* WHAT IS BEING ASKED
No pictures should appear in the copy; otherwise retype the entries exactly.
──────── WORKING DATA ────────
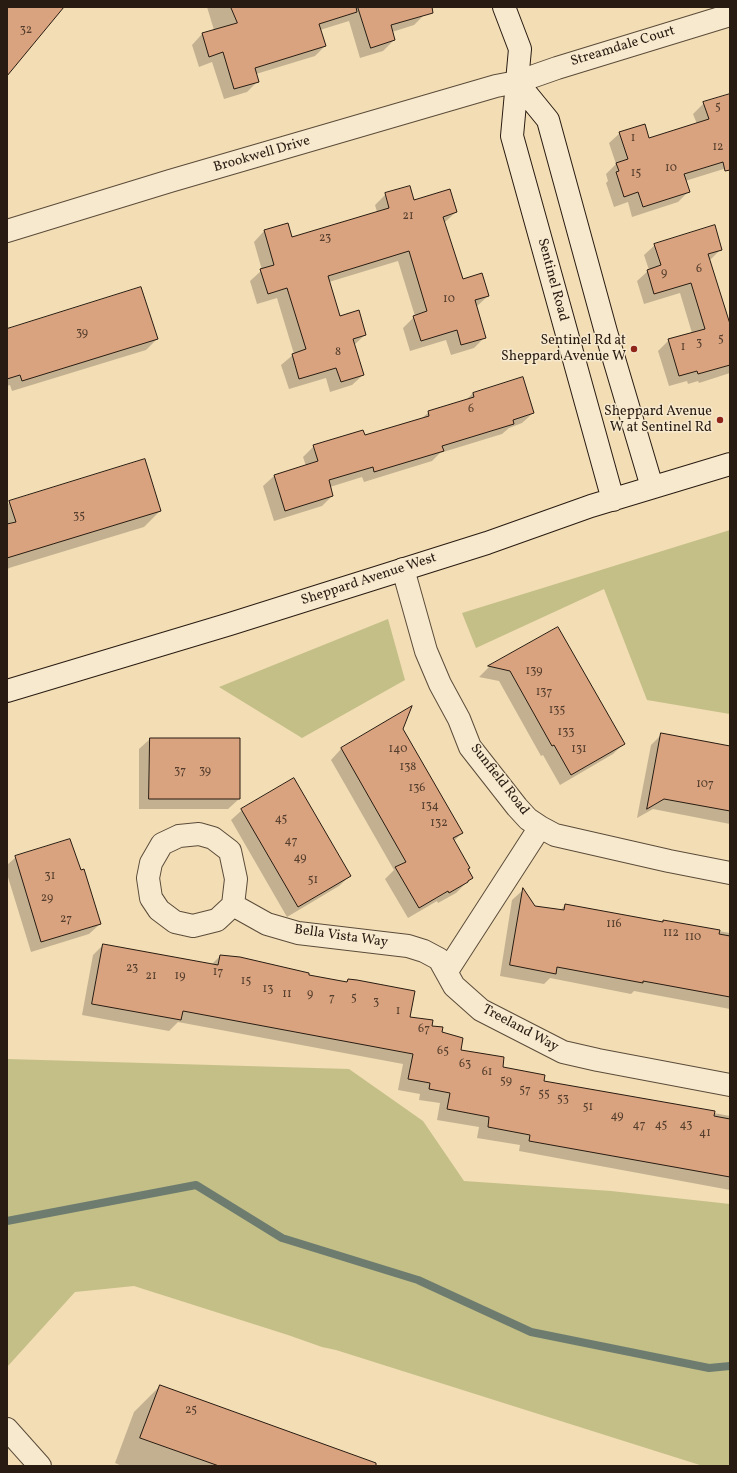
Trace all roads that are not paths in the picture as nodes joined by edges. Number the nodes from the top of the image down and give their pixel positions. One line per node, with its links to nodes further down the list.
1 (504, 7): 3 (street, Sentinel Road)
2 (730, 15): 3 (street, Streamdale Court)
3 (517, 82): 4 (street, Brookwell Drive); 6 (street); 7 (street, Sentinel Road)
4 (7, 231)
5 (730, 464): 6 (street, Sheppard Avenue West)
6 (652, 487): 7 (street, Sheppard Avenue West)
7 (613, 500): 8 (street, Sheppard Avenue West)
8 (403, 569): 9 (street, Sheppard Avenue West); 10 (street, Sunfield Road)
9 (7, 691)
10 (540, 827): 11 (street, Sunfield Road); 13 (street)
11 (730, 873)
12 (233, 905): 12 (street); 13 (street, Bella Vista Way)
13 (447, 971): 14 (street, Treeland Way)
14 (730, 1085)
15 (7, 1428): 16 (street)
16 (40, 1466)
────────
* OUTPUT BELOW
Trace all roads that are not paths in the picture as nodes joined by edges. Number the nodes from the top of the image down and give their pixel positions. One line per node, with its links to nodes further down the list.
1 (504, 7): 3 (street, Sentinel Road)
2 (730, 15): 3 (street, Streamdale Court)
3 (517, 82): 4 (street, Brookwell Drive); 6 (street); 7 (street, Sentinel Road)
4 (7, 231)
5 (730, 464): 6 (street, Sheppard Avenue West)
6 (652, 487): 7 (street, Sheppard Avenue West)
7 (613, 500): 8 (street, Sheppard Avenue West)
8 (403, 569): 9 (street, Sheppard Avenue West); 10 (street, Sunfield Road)
9 (7, 691)
10 (540, 827): 11 (street, Sunfield Road); 13 (street)
11 (730, 873)
12 (233, 905): 12 (street); 13 (street, Bella Vista Way)
13 (447, 971): 14 (street, Treeland Way)
14 (730, 1085)
15 (7, 1428): 16 (street)
16 (40, 1466)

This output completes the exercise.